Être ou ne pas un être un vrai pro, c’est très très différent...

J’ai lu récemment deux articles dans deux revues différentes, dont l’Express, qui traitaient d’une tendance bien contemporaine, celle de créer des expressions toutes faites.

Rien à voir avec les mots ou aphorismes piqués aux Bronzés, rien à voir non plus avec l’affligeant "bien évidemment" popularisé par Dechavanne - le mauvais goût sémantique sachant toujours dégoter des ambassadeurs hors pair -, non, il s’agit de cette pathologie linguistique qui consiste à créer des intensificateurs dans un monde où dire d’un paysage qu’il est beau, d’une femme ou d’un homme qu’elle ou il est gentil(le) et d’un vin qu’il est bon, ne suffisent plus. Ce sont donc les parfaits "vrai" et "très très" qui ont fait leur apparition. Ainsi, tel job est-il une vraie opportunité pour se créer de vrais challenges (tiens, on en avait oublié les faux anglicismes des années 1980), le patron, par ailleurs, pourrait vous en parler, mais il est très très occupé, mais cela dit, ne l’écoutez pas trop, c’est un vrai con, mon pote du syndicat me l’a dit, donc c’est très très... vrai... Où est l’heureux temps des superlatifs, des hyper, des extra et des super ?

Pourquoi faut-il en faire toujours plus et souvent trop ? Parfois les mots perdent de leur force par l’appropriation frauduleuse qu’en font certains. Ainsi les intermittents du spectacle sont-ils souvent conduits à réclamer plus d’attention sur leur statut de comédien professionnel. De la même façon que les vrais journalistes en ligne doivent souvent s’annoncer comme journalistes... professionnels, tant sont de plus en plus nombreux les "nouveaux barbares du journalisme numérique" comme les appelait déjà en 2000 le journaliste [Marc Laimé->http://www.uzine.net/article81.html] dans les Cahiers du journalisme de l’ESJ Lille ; les blogs conduisent à une résurgence de l’Internet, salutaire, pour ne pas dire une résurrection, disons donc une deuxième vie, mais qui a des conséquences. Certes, et l’on doit s’en réjouir, en partie, apparaissent des médias citoyens et participatifs (médias et presse, rien à voir), comme l’explique très très bien dans son excellent ouvrage Joël de Rosnay : La Révolte du Pronétariat.

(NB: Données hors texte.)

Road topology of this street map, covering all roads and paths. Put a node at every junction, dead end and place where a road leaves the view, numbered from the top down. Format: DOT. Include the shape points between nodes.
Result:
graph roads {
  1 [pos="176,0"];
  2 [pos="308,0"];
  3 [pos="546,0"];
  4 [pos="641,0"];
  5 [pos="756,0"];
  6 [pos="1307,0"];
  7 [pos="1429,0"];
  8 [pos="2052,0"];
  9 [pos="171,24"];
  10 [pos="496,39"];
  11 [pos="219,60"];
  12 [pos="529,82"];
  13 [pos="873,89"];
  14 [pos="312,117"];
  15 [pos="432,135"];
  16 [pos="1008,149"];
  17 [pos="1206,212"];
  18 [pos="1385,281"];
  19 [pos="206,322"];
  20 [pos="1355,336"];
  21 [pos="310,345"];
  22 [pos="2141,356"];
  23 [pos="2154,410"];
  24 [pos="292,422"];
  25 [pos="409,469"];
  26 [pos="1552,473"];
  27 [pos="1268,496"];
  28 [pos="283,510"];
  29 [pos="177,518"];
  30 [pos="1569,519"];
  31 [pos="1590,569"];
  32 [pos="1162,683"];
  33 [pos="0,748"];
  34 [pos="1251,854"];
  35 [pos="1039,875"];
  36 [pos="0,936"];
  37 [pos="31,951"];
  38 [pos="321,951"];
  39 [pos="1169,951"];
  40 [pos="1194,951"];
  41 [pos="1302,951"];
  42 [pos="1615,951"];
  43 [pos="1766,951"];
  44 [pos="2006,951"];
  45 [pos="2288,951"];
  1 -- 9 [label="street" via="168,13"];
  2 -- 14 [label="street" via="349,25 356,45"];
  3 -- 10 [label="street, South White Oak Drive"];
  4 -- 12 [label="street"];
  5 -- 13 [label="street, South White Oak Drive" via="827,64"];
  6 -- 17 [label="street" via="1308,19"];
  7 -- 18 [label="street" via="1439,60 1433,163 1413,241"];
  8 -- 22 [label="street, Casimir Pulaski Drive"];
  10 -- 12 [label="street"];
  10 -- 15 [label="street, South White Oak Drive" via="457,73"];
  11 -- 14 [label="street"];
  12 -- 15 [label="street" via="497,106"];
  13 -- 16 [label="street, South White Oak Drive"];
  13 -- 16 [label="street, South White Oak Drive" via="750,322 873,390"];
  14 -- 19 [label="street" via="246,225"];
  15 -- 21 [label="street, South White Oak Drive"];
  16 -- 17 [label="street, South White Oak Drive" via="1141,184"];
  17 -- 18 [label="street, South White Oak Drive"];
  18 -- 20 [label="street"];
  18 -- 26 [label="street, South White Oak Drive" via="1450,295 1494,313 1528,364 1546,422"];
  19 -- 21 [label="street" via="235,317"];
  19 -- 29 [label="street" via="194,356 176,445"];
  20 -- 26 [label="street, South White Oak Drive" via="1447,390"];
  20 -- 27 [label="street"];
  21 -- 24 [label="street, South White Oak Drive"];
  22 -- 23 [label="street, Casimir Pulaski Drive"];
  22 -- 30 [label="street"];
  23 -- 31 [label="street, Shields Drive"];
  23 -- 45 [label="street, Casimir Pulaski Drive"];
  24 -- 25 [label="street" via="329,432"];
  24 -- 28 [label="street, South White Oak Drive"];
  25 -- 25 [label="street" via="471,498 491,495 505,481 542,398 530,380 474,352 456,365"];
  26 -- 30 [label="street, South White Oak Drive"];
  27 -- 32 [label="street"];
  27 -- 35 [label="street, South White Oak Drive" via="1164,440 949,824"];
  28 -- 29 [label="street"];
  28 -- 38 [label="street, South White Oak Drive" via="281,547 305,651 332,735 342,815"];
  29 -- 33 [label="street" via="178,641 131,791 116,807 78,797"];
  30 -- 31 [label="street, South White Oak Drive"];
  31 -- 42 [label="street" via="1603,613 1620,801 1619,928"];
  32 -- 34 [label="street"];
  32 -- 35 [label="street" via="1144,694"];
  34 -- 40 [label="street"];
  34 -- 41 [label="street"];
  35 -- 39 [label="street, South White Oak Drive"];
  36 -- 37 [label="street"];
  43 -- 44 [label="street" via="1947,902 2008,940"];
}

Mais pointent aussi leurs museaux ces fameux "barbares" que j’aurais tendance à requalifier "barbares de l’information numérique". Car l’espression "journaliste numérique" peut désigner un métier, qui nécessite une qualification, une déontologie et une façon de travailler, qui vont bien au-delà de la simple possession de la carte de presse, laquelle, en soi, ouvre plus à des devoirs qu’à des (passe-)droits. Entrer dans le débat d’un "autre journalisme", c’est crédibiliser les "barbares", les admettre à discuter le mot et ses séculaires évocations et mérites. Tout le monde pourrait prétendre être journaliste en écrivant juste trois phrases, en donnant son avis sur tout, ou en allant interviewer par un hasard fomenté une personnalité de premier plan ? L’amour du pain ne rend pas boulanger. Voilà pourquoi il est parfois nécessaire d’accoler des superlatifs ou des exhausseurs de sens, mais si l’on retrouvait hic et nunc le sens du vrai et de la mesure, on pourrait éviter de se retrouver un jour avec de vrais journalistes très très professionnels.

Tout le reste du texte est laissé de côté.